Akbar's other Administrative Reforms
It is but a fact that Akbar was the all in all of the Mughal administrative machinery as all the executive, judicial and legislative decisions were taken in his name. There was unlimited power and authority resting with him with no limitations on his despotism from any quarters. His utterances and words, then and there, became law. The wheels of his administration rotated around his grand personality. But his was benevolent despotism with people’s welfare always in focus.
Among the notable features of Mughal reign was the system of ministers created by emperor Akbar. The ministers were four in number namely, Vakil, Diwan or Wazir , Mir Bakhshi and Sadr us Sadar. Later on, the posts of vakil and vazir were merged giving rise to the post of vakil –e‐ mutlak. The prime minister or vakil e‐ mutlak was primarily entrusted with the responsibilty of protecting the state.

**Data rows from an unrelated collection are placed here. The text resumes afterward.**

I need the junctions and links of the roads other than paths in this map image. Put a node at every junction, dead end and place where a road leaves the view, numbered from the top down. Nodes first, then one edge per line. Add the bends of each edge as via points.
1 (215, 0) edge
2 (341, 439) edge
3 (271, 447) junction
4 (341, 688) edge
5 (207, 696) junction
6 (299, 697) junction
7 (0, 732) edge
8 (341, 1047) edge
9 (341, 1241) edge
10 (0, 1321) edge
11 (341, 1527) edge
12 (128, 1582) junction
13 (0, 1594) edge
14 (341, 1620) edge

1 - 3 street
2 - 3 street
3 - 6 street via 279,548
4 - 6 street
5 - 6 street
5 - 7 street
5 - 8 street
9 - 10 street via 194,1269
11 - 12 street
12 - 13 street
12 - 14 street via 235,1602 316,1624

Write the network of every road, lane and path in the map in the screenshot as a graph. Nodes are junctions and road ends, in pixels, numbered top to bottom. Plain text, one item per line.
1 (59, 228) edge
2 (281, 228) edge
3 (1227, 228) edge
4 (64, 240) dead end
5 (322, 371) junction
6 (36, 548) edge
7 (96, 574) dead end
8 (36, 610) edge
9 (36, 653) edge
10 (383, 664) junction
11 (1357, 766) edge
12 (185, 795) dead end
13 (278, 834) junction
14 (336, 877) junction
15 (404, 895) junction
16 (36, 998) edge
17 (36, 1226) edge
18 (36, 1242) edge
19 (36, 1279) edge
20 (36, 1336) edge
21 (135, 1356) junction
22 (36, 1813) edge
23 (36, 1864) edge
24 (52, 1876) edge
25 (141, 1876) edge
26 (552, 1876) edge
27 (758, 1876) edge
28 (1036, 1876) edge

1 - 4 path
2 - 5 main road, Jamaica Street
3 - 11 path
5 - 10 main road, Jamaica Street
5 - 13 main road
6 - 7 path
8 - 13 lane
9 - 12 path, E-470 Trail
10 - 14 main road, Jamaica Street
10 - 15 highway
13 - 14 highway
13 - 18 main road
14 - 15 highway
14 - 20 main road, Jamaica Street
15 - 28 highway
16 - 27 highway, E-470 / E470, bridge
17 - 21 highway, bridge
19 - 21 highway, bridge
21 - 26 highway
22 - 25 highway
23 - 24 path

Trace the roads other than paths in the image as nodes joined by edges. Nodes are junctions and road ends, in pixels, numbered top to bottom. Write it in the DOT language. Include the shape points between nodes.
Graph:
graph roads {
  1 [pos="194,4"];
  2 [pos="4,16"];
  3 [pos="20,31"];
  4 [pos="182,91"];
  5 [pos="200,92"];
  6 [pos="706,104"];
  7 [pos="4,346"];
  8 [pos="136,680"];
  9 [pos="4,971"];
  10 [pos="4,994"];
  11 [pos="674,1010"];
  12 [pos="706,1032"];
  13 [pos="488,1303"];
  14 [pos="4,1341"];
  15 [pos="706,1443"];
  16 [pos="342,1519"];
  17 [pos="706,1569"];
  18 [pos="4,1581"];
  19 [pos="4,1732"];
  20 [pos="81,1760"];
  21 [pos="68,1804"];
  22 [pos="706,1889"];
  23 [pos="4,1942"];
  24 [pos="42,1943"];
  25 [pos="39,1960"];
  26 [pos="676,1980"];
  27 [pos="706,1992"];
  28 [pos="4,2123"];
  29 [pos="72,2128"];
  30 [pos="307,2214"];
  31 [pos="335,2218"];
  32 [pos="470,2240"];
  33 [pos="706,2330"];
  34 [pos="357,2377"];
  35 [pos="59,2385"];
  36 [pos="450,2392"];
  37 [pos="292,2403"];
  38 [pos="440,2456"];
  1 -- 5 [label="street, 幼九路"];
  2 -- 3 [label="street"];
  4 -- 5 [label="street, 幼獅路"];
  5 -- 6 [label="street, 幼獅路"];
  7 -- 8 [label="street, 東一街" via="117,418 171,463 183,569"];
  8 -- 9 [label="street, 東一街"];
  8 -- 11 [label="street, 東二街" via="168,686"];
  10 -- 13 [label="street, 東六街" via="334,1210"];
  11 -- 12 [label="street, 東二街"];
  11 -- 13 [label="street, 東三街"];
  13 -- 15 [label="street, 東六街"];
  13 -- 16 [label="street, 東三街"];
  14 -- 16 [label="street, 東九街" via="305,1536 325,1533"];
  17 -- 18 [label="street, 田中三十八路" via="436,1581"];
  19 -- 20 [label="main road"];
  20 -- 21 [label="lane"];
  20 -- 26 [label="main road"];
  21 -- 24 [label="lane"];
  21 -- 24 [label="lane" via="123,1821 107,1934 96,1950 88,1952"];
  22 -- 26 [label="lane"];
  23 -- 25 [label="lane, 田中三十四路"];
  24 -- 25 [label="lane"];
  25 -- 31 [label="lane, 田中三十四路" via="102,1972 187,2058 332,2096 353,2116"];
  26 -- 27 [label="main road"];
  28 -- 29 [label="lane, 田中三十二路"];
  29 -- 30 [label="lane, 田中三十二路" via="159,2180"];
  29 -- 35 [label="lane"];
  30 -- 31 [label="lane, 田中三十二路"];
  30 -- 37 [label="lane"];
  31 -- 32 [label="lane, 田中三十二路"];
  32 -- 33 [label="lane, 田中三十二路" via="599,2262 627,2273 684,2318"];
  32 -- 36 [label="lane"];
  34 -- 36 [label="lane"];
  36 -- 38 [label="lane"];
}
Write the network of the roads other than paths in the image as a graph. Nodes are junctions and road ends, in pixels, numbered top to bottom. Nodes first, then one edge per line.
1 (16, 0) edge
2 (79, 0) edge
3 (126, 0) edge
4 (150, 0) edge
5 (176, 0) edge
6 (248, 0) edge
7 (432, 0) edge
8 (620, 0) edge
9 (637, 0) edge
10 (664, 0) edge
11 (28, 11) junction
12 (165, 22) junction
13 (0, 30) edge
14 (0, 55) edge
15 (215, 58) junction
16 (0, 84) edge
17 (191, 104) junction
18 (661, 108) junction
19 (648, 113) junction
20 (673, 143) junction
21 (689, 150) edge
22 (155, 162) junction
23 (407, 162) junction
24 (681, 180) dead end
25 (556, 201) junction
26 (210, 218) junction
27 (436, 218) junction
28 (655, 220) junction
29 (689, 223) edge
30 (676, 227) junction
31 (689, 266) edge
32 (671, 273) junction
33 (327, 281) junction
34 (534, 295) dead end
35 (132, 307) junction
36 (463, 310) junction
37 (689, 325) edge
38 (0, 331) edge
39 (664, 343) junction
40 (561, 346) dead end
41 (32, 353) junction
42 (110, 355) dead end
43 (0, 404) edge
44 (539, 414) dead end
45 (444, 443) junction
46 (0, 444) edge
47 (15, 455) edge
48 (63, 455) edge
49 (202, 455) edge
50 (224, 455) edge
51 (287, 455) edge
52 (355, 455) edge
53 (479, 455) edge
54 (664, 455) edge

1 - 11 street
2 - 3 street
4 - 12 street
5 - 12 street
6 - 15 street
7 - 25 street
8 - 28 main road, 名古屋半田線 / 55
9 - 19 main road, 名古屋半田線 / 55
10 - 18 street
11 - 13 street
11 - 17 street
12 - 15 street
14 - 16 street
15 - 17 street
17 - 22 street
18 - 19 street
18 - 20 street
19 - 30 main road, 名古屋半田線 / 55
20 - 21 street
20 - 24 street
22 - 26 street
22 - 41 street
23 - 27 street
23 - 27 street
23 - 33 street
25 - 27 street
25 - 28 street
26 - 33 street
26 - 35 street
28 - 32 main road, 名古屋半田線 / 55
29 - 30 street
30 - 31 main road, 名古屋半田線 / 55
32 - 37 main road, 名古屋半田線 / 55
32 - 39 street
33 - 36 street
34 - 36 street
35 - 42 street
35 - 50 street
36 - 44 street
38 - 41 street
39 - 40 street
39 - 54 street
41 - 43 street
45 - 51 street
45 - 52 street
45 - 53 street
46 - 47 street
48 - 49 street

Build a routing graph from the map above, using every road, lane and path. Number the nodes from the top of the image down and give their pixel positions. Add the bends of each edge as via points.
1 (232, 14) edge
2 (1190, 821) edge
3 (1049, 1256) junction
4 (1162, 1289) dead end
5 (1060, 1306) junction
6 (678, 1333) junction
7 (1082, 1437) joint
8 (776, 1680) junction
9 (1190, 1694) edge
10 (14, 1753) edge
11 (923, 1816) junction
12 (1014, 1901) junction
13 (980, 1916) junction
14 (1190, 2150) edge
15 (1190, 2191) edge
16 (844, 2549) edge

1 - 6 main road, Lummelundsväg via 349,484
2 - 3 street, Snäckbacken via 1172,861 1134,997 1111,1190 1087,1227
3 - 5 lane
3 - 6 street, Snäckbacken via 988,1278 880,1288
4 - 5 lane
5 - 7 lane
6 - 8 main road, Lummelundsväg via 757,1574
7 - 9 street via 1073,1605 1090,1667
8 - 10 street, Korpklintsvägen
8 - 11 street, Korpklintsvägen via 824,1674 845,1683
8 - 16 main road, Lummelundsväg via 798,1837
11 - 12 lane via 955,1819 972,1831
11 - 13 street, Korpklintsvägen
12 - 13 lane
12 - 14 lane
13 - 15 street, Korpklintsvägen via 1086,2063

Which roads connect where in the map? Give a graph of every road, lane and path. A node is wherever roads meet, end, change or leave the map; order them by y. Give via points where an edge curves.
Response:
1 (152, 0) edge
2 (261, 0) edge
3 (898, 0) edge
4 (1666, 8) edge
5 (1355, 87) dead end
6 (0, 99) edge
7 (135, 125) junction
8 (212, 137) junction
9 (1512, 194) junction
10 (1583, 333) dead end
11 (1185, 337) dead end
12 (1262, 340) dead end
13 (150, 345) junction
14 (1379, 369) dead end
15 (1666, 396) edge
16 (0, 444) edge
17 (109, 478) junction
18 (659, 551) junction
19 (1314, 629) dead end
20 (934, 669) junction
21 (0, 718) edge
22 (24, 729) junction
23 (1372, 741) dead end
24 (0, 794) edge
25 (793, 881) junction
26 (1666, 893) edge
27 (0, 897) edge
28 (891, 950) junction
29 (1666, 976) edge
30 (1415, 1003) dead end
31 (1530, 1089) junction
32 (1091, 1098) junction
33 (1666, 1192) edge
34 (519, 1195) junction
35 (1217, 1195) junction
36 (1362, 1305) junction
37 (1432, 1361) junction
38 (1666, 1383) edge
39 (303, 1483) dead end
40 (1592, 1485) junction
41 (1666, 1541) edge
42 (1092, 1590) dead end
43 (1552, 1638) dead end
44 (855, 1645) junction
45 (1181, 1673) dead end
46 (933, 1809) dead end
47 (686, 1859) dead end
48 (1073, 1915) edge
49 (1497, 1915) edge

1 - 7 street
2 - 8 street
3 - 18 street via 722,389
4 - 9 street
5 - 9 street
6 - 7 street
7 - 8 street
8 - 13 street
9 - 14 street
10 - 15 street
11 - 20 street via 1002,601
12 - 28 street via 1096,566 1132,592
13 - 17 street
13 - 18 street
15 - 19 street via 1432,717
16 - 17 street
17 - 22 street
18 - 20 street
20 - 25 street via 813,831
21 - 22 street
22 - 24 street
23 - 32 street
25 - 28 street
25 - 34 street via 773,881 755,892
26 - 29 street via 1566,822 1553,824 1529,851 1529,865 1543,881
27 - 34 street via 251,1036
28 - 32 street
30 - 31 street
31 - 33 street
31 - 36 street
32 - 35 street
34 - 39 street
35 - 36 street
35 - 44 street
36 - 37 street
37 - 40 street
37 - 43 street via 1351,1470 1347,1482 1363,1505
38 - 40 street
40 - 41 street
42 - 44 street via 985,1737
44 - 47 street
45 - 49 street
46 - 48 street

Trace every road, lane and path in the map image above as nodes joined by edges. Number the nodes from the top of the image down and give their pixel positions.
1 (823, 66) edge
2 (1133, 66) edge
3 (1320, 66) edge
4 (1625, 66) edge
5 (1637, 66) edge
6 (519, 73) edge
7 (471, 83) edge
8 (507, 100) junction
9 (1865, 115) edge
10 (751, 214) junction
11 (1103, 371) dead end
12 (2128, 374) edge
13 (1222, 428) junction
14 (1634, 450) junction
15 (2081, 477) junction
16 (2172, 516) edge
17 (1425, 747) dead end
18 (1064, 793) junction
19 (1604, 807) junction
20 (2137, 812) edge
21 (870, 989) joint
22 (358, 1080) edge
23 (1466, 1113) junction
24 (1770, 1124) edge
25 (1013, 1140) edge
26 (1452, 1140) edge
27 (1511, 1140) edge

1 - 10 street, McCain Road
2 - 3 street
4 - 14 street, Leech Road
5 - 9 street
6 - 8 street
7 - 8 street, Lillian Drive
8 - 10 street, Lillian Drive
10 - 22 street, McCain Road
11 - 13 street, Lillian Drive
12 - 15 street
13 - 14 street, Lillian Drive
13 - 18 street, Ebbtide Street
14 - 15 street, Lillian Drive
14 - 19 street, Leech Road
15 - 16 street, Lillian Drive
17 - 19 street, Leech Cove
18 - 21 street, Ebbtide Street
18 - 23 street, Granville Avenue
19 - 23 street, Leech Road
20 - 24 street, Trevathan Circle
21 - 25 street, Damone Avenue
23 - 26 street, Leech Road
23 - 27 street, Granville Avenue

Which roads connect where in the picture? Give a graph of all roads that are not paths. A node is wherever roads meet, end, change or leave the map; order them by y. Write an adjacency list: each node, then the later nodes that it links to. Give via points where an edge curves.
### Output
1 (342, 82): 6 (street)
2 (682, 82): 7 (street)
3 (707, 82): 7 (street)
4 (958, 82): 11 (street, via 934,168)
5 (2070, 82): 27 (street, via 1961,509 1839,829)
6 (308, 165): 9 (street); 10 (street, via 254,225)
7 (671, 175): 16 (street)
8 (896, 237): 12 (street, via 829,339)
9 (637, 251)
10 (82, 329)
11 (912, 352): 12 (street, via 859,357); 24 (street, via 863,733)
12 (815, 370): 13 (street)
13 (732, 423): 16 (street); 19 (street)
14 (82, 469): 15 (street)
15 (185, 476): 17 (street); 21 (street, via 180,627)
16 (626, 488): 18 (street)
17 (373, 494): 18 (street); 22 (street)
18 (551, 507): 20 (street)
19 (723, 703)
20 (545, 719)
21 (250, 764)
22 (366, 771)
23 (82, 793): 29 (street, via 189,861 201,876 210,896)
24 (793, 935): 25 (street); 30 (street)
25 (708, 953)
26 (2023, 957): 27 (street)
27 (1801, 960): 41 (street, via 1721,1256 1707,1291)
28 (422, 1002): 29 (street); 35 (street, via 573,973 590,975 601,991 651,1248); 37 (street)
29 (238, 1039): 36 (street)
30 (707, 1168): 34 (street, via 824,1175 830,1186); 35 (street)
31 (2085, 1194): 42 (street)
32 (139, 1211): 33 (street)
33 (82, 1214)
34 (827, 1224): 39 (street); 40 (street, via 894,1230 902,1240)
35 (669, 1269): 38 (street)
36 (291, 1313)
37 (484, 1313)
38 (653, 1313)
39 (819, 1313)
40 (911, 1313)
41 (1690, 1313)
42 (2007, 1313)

He also held the authority of supervising the other ministers with the rights of sacking and appointing them resting with him. Mir Bakshi was the head of the military and was in‐ charge of intelligence gathering. He also advised and recommended to the king on important military appointments and promotions. Sadr us Sadar was the emperor’s advisor on religious matters.
Sadr us sadar also discharged the functions of the Chief Justice of the empire. Besides, there were other important officials including mir –e‐ atish, darogha –e‐topkhana, khan ‐e ‐sama and muhtasib who had specific roles and responsibilities in administrative structure of Mughal empire . Khan-i-Saman was in-charge of the royal household whreas the officer called Muhtasib, took care of Muslims in leading them a standard moral life as per the Muslim law; and the officer who was in-charge of the postal and intelligence department was called Daroga-i-Dak Chowki.
Akbar’s empire was divided into fifteen Subas or provinces. The Subedar or Governor was the administrative head of the suba or province. He was the head of the military, police, judiciary and the executive in the province. The officer who was in-charge of the provincial finance and all bills of payments was called Diwan whreas the duties and responsibilities of the management of the provincial army was performed by the officer called bakshi . The Sadar headed the judicial charity department while the Qazi looked after the judicial department of the province. The Kotwal was responsible for the maintenance of law and order in all the towns and cities and all the ‘thanas’ of the province came under his control and supervision. The Mir Bahr used to discharge the duties as the head of customs and taxation department. And the the secret service of the province was taken care of by the waqia nawis.
The imperial provinces were divided into units called Sarkars and Sarkars were further divided into sub-units called Parganas. The Faujdar was head of the Sarkar and was responsible for maintaining law and order in the area under his administrative control. The Pargana or sub-district was administratively headed by Shikdar. Pargana consisited of several villages. A village was looked after by Muqaddam, a Patwari and a Chowkidar who collectively performed administrative tasks with the aid of village panchayat.
On the front of revenue system new experiments were carried out by Akbar. Of them, batai or ghallabakshi (crop-sharing system ) was the most noticeable. Batai or ghallabakshi was categorised into three types: bhaoli, khet batai and lang batai. Under bhaoli crops were reaped and stacked, and divided in the presence of the parties. Under the system of khet batai the fields were divided into segments after sowing and finally under lang batai grains were separated into a large number of heaps. Under batai system, the peasants had the choice to pay in cash or kind, but in the case of cash crops the state was invariably paid in cash.
There was another system called Kankut system introduced in the administrative structure. Under Kankut system the whole land was measured, either by using the jarib or pacing it, and the standing crops were measured and estimated by inspector . Akbar also brought into his administration Nasaq system according to which there was a rough assessment and calculation of the amount payable by the peasant on the basis of past experience. The peasant was given remission in the land revenue due to failure of crops on account of drought, floods. The amil or karori officer paid money in advance by way of loans to the peasants for seeds, implements and animals in times of need of and crisis .This loan was called taccavi.
To conclude , the major achievements and salient features that we talk about Mughal administration , in fact, can be credited to Akbar’s name; so in broad context by ‘Mughul Administration’, we aptly mean Akbar’s Administration.